Threat Analysis and Modeling 3.0 Beta Coming Right Up

Microsoft is kicking its focus on streamlining proactive, rather than reactive, security measures as an integral part of the development process for applications. In this regard, the Redmond company is currently cooking version 3.0 of Threat Analysis and Modeling, a Beta of which is planned for availability at the start of July, 2009. TAM is set up to enable developers to build secure apps from day one. The tool increases the focus on security by helping developers identify potential problems as early as the design process, rather than letting them respond to vulnerabilities with patches once the program has been finalized. In the video embedded at the bottom you will be able to see Anil Revuru, from the Information Security Tools team, explaining TAM and talking about version 3.0.

“Threat modeling is an objective methodology to analyze your applications for threats and identify the mitigation plan or actually define the mitigation plan for the identified threats. It starts by analyzing your high level application architecture using data flow diagrams and identifying the known vulnerabilities in the data paths of the data flow diagram. And essentially it identifies the mitigations and uses those mitigations to ensure that your application is secure,” Revuru stated.

Microsoft is currently offering Threat Analysis & Modeling version 2.1. But at the same time the company is building the next iteration of the tool, namely version 3. In the video, Revuru touches up the evolution of the Threat Analysis & Modeling, and discuses new features such as an online repository for attack countermeasures, automated use cases creation, and composite threads.
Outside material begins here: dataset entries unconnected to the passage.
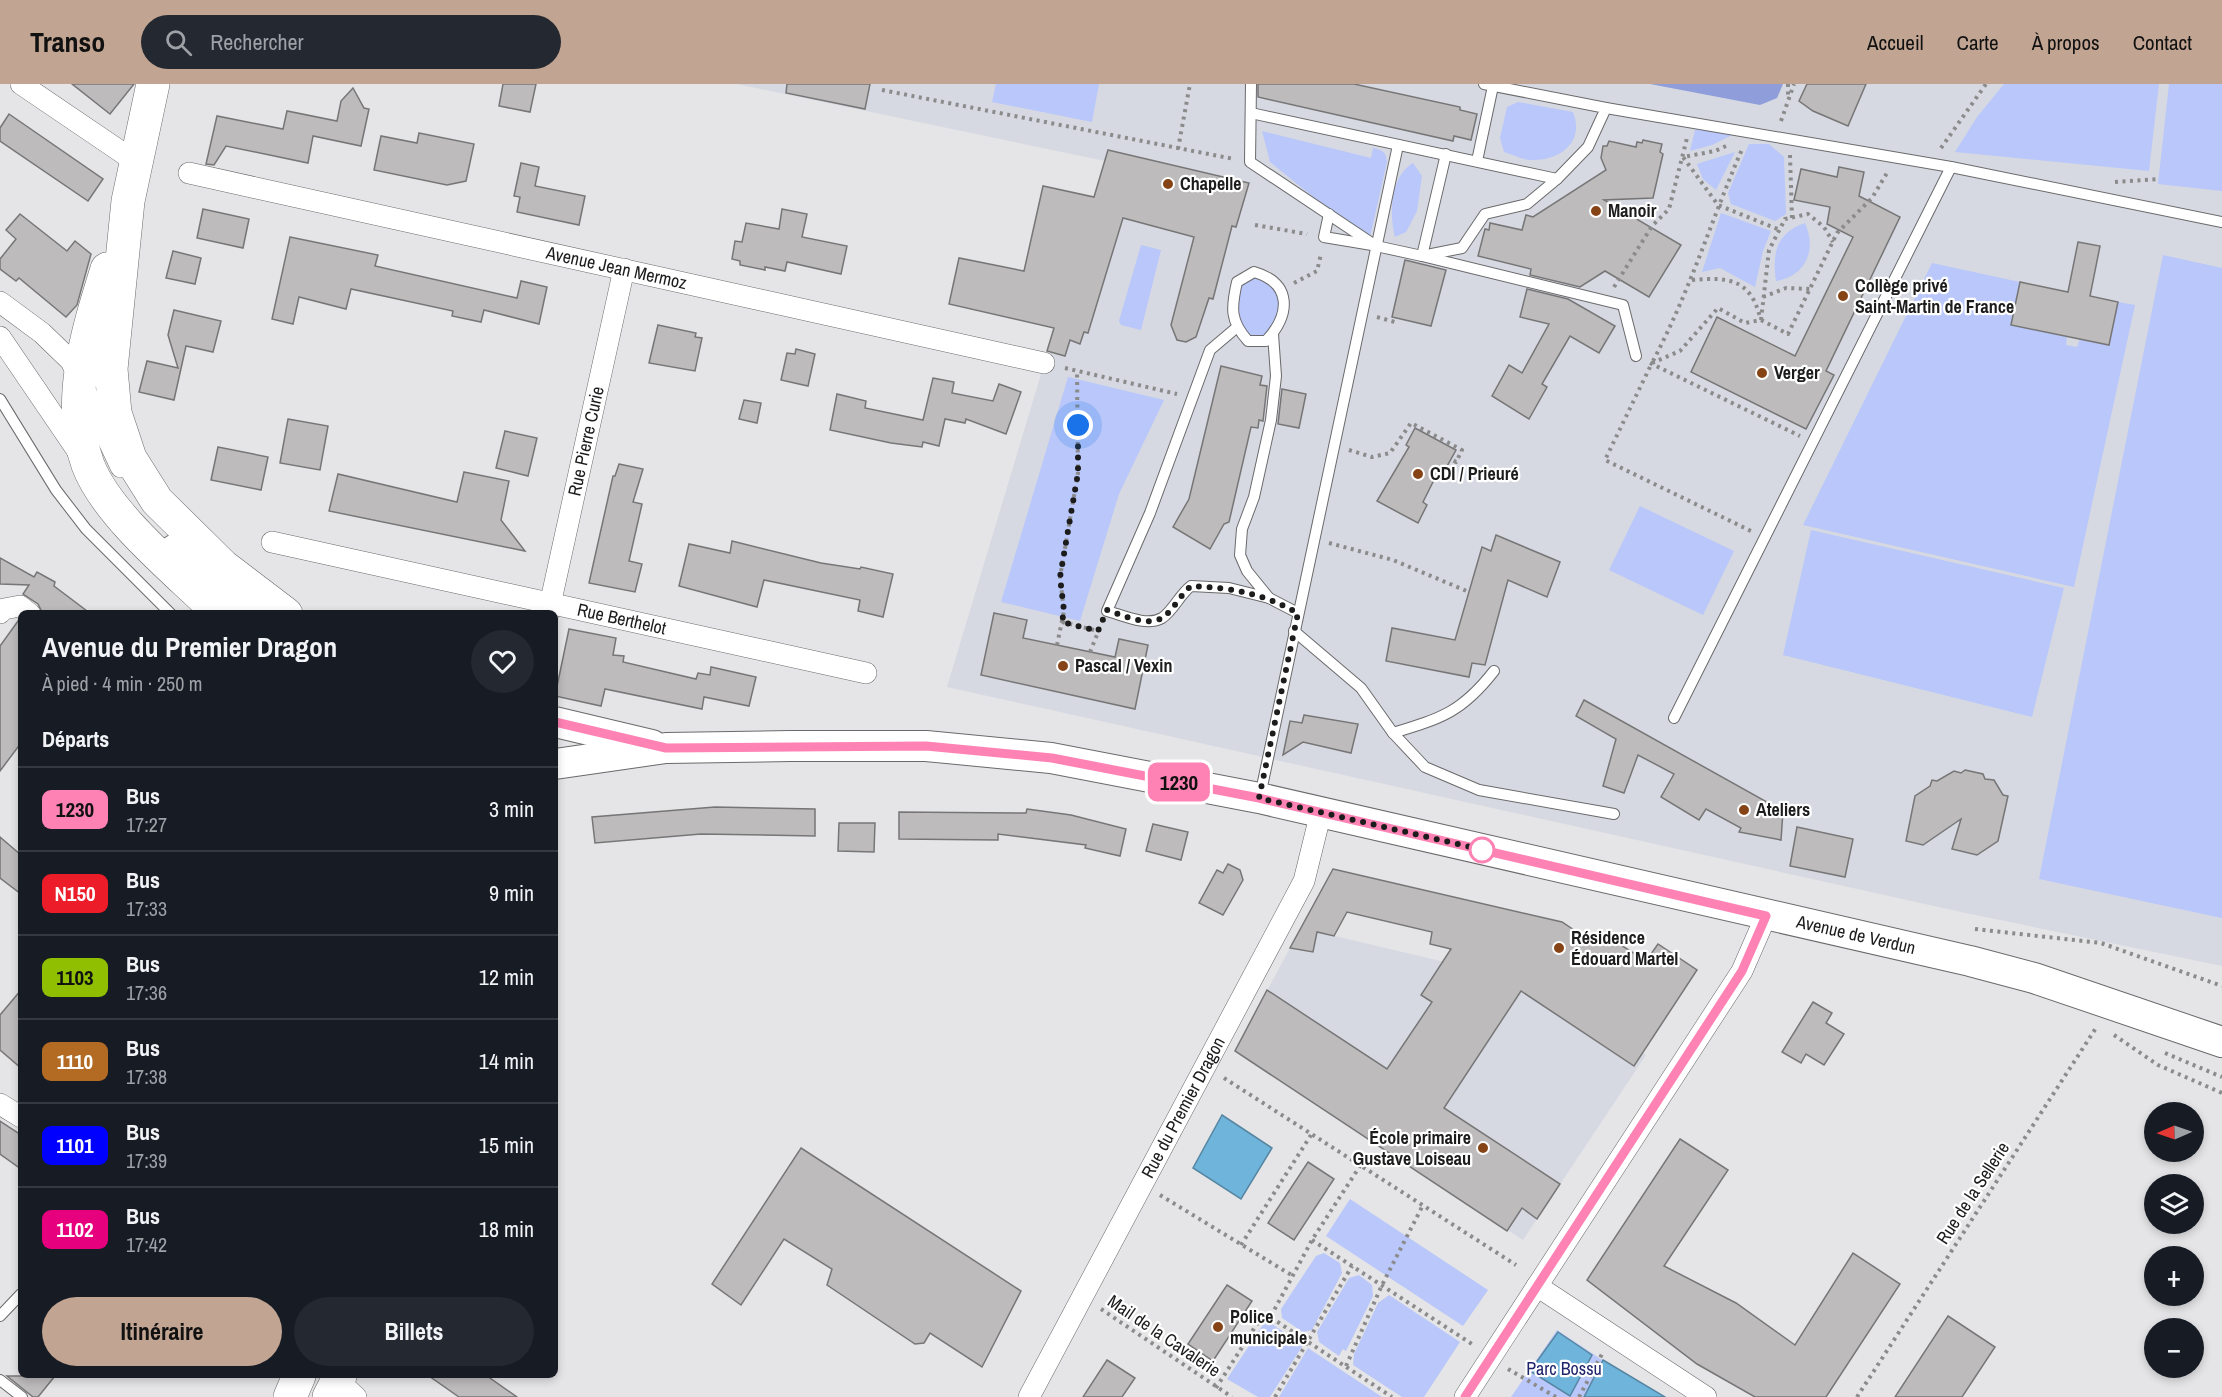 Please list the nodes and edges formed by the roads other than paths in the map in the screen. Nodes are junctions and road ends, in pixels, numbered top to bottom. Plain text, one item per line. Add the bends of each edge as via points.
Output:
1 (21, 84) edge
2 (153, 84) edge
3 (1251, 84) edge
4 (1488, 85) edge
5 (1606, 108) junction
6 (1251, 113) junction
7 (1398, 145) junction
8 (1446, 154) junction
9 (1476, 161) junction
10 (136, 162) junction
11 (1951, 167) junction
12 (189, 173) dead end
13 (1557, 179) junction
14 (128, 201) junction
15 (1329, 214) junction
16 (2222, 222) edge
17 (1376, 246) junction
18 (1422, 255) junction
19 (624, 269) junction
20 (0, 302) edge
21 (1236, 328) junction
22 (1273, 334) junction
23 (0, 337) edge
24 (1636, 356) road end
25 (1044, 363) road end
26 (76, 369) junction
27 (0, 399) edge
28 (89, 466) junction
29 (172, 518) junction
30 (126, 522) junction
31 (272, 542) dead end
32 (1269, 598) junction
33 (549, 608) edge
34 (25, 610) edge
35 (167, 610) edge
36 (216, 610) edge
37 (245, 610) edge
38 (281, 610) edge
39 (0, 613) edge
40 (1298, 613) junction
41 (1294, 631) junction
42 (1494, 671) dead end
43 (866, 673) dead end
44 (1674, 718) dead end
45 (558, 723) edge
46 (1394, 733) junction
47 (666, 748) junction
48 (558, 764) edge
49 (1259, 798) junction
50 (1321, 812) junction
51 (1614, 814) dead end
52 (1766, 916) junction
53 (2222, 1042) edge
54 (1537, 1286) junction
55 (18, 1297) edge
56 (0, 1316) edge
57 (298, 1378) edge
58 (0, 1380) edge
59 (334, 1382) edge
60 (22, 1397) edge
61 (290, 1397) edge
62 (303, 1397) edge
63 (1029, 1397) edge
64 (1465, 1397) edge
65 (1706, 1397) edge

1 - 10 street
2 - 10 main road
3 - 6 lane
4 - 5 lane
4 - 9 lane
5 - 11 lane
5 - 13 lane via 1588,147
6 - 7 lane
6 - 15 lane via 1250,162
7 - 8 lane
7 - 17 lane
8 - 9 lane
8 - 18 lane
9 - 13 lane
10 - 14 main road
11 - 16 lane
11 - 44 lane
12 - 19 street, Avenue Jean Mermoz
13 - 18 lane via 1527,204 1485,214 1462,248
14 - 26 main road
14 - 29 main road via 111,369 115,413 130,458 143,482
15 - 17 lane
15 - 17 lane via 1324,237
17 - 18 lane
17 - 40 lane
18 - 24 lane via 1623,305
19 - 25 street, Avenue Jean Mermoz
19 - 33 street, Rue Pierre Curie
20 - 26 street via 42,333
21 - 22 lane via 1248,341 1266,341
21 - 22 lane via 1232,305 1237,282 1254,272 1271,277 1282,289 1283,308
21 - 32 lane via 1210,350 1150,513 1107,610 1149,622 1163,617 1191,586 1229,588
22 - 32 lane via 1276,376 1271,420 1254,497 1242,530 1240,555 1247,571
23 - 28 street
26 - 28 main road via 79,419
26 - 29 street via 117,461 130,480
27 - 35 lane via 86,529
28 - 30 main road
29 - 38 main road via 223,566
30 - 36 main road
30 - 37 main road via 157,535
31 - 33 street, Rue Berthelot
32 - 40 lane
33 - 43 street, Rue Berthelot
34 - 39 street via 20,606
40 - 41 lane
41 - 46 lane via 1361,688
41 - 49 lane
42 - 46 lane via 1476,695 1443,718
45 - 47 main road, Avenue de Verdun
46 - 51 lane via 1425,767 1479,790
47 - 48 main road, Avenue de Verdun
47 - 49 main road, Avenue de Verdun via 926,746 1052,758
49 - 50 main road, Avenue de Verdun
50 - 52 main road, Avenue de Verdun
50 - 63 street, Rue du Premier Dragon via 1304,880
52 - 53 main road, Avenue de Verdun via 1970,961 2104,1013
52 - 54 street via 1742,971
54 - 64 street
54 - 65 street
55 - 56 lane
57 - 61 main road
58 - 60 lane
59 - 62 street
“To facilitate the creation and assimilation of threat models, the Microsoft ACE Team created the Microsoft Threat Analysis & Modeling tool. Now nonsecurity subject matter experts can enter already-known data, including business requirements and application architecture, which is then used to produce a feature-rich threat model. Along with automatically identifying threats, the tool can produce such valuable security artifacts as: data access control matrix; component access control matrix; subject-object matrix; data flow; call flow; trust flow; attack surface; and focused reports,” Microsoft explained.